When a contractor or consultant performs services for a business often there is a physical item that is the outcome of those services. It might be an employee manual created by a human resources consulting firm, a photograph for an ad, or a software program created for your accounting department. Ownership of that work product is often not what the buyer of the services expects. These tangible items have a copyright. And that copyright generally arises in the creator of the work, not in the party who paid for it.
The law prohibits a second party from reproducing, distributing, displaying, or performing the original work and from creating a derivative work from the original work. Business owners are sometimes surprised to find that the manual they paid for, can not be updated by them without the permission of the original consultant or that a photograph can not be reproduced without paying an additional fee to the photographer.
This unexpected twist to ownership happens because by law, copyright arises in the creator of the work, not the buyer of the work. This statutory twist is intentional. Many consultants, contractors and artists are individuals or small companies. Congress intended to give these smaller entities leverage in negotiations with buyers who are often times larger entities.
The exception to this general rule is a work that is a “work made for hire” under the copyright act.
By law, a “work made for hire” is:
(1) a work prepared by an employee within the scope of his or her employment; or
(2) a work specially ordered or commissioned for use as a contribution to a collective work, as a part of a motion picture or other audiovisual work, as a translation, as a supplementary work, as a compilation, as an instructional text, as a test, as answer material for a test, or as an atlas, if the parties expressly agree in a written instrument signed by them that the work shall be considered a “work made for hire.“
The reality is that very few works qualify as a “work made for hire” under the statutory language. Therefore the buyer of the services needs to protect their interest by either an assignment of the copyright, or a license grant under the copyright broad enough to cover the intended uses of the work.
Contract language that will likely transfer the copyright to the buyer reads something like the following:
All right, title and interest in and to the work created under this Agreement, including but not limited to the copyright therein, shall be owned by Company. Contractor shall retain no interest in and to work created hereunder. The Parties expressly acknowledge and agree that all such work is and shall constitute a “work made for hire” under appropriate sections of the U.S. Copyright Act. In the event, for whatever reason, such materials are not considered a “work made for hire” under the appropriate provisions of the U.S. Copyright Act, it is understood and agreed that all such work is hereby assigned to Company, without necessity of further documentation. In the event that it is necessary or desirable to Company to document the above transfer, Contractor agrees to execute such documents at the request and expense of Company.

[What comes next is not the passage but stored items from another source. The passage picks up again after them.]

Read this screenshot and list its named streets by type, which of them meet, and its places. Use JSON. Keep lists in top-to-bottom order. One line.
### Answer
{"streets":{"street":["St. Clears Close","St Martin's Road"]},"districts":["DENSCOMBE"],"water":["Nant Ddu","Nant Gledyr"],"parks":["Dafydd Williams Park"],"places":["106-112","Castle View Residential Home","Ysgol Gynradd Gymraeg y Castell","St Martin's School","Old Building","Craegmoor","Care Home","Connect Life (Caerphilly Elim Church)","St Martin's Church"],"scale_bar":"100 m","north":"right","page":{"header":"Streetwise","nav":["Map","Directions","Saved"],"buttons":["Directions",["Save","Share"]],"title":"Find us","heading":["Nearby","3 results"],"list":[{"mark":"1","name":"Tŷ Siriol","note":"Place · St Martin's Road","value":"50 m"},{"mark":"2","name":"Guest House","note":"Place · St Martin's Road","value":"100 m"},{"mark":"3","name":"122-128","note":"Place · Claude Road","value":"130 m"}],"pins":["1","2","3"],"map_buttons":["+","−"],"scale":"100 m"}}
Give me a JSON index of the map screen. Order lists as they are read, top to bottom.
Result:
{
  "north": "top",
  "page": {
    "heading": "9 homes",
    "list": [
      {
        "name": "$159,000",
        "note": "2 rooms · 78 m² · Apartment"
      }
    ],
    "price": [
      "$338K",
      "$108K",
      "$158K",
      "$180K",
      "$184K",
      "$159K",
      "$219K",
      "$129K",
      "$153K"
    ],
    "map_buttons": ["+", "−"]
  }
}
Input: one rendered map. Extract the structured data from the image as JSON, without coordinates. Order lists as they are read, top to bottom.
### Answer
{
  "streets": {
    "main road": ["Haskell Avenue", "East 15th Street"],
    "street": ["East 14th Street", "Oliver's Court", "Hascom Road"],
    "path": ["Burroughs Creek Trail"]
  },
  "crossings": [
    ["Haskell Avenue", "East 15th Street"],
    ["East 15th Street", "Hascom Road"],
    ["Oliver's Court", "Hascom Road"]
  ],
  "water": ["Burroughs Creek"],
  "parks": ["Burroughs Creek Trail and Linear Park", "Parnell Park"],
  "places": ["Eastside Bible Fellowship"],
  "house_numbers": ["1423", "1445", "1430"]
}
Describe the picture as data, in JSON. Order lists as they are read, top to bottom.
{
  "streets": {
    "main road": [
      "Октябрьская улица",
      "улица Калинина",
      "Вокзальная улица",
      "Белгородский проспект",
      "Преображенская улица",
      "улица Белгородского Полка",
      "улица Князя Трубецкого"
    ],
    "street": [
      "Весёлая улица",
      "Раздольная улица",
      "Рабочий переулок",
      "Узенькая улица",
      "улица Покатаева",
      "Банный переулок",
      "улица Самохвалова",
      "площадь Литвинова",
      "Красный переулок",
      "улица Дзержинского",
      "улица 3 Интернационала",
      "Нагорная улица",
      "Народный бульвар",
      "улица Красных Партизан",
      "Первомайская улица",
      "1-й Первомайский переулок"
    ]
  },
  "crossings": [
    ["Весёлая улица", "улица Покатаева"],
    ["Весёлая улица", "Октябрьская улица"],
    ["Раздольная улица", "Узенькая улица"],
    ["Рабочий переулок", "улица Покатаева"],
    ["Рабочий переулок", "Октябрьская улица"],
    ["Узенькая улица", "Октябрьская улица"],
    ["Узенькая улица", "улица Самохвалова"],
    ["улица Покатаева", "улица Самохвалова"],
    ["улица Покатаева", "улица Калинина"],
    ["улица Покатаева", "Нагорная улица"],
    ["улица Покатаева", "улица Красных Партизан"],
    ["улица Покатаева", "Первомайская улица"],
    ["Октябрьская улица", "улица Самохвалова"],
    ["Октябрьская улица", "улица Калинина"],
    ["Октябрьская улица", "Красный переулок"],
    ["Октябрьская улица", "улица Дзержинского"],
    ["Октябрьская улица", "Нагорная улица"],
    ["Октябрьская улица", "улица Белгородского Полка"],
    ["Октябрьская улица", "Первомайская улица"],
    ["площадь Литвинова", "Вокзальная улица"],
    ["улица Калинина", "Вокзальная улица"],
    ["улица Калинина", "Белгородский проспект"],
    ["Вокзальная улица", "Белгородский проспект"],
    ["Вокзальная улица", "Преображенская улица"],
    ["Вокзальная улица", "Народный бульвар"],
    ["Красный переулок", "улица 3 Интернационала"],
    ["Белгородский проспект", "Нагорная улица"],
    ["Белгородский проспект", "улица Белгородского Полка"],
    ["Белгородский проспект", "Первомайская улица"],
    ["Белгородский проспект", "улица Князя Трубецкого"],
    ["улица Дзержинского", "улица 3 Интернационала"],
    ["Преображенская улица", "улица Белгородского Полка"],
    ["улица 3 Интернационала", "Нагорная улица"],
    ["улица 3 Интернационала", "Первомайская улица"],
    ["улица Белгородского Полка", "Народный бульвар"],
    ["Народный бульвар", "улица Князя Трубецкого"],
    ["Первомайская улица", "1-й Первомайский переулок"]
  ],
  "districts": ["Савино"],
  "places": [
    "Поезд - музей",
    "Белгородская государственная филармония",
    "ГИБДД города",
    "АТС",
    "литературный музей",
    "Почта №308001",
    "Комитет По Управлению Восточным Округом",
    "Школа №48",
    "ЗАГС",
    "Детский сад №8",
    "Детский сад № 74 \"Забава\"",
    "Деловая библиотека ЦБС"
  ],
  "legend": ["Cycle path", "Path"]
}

The above language accomplishes three things. First it sets forth the parties’ intent that the work be owned by the Company. Second, it fulfills the statutory requirement that a written agreement exist if it is to be a “work made for hire” under the copyright act. Third, it contains an actual assignment of the ownership should the work fail to qualify as a “work made for hire”.
Of course, there are situations where it is appropriate for the contractor or consultant to maintain ownership of the underlying work. For example, the consultant may be hired because they can customize existing materials for individual clients. In these cases, license language might read something like: Contractor hereby grants Company a non-exclusive, worldwide right to sublicense others, reproduce, modify, display, perform and distribute all work created hereunder in the normal operation of Company’s business as it now or hereafter exists. This language will, at a minimum, open a discussion between the buyer and the contractor, so that neither the buyer or the contractor is surprised by what is, or is not, covered by the fees being paid.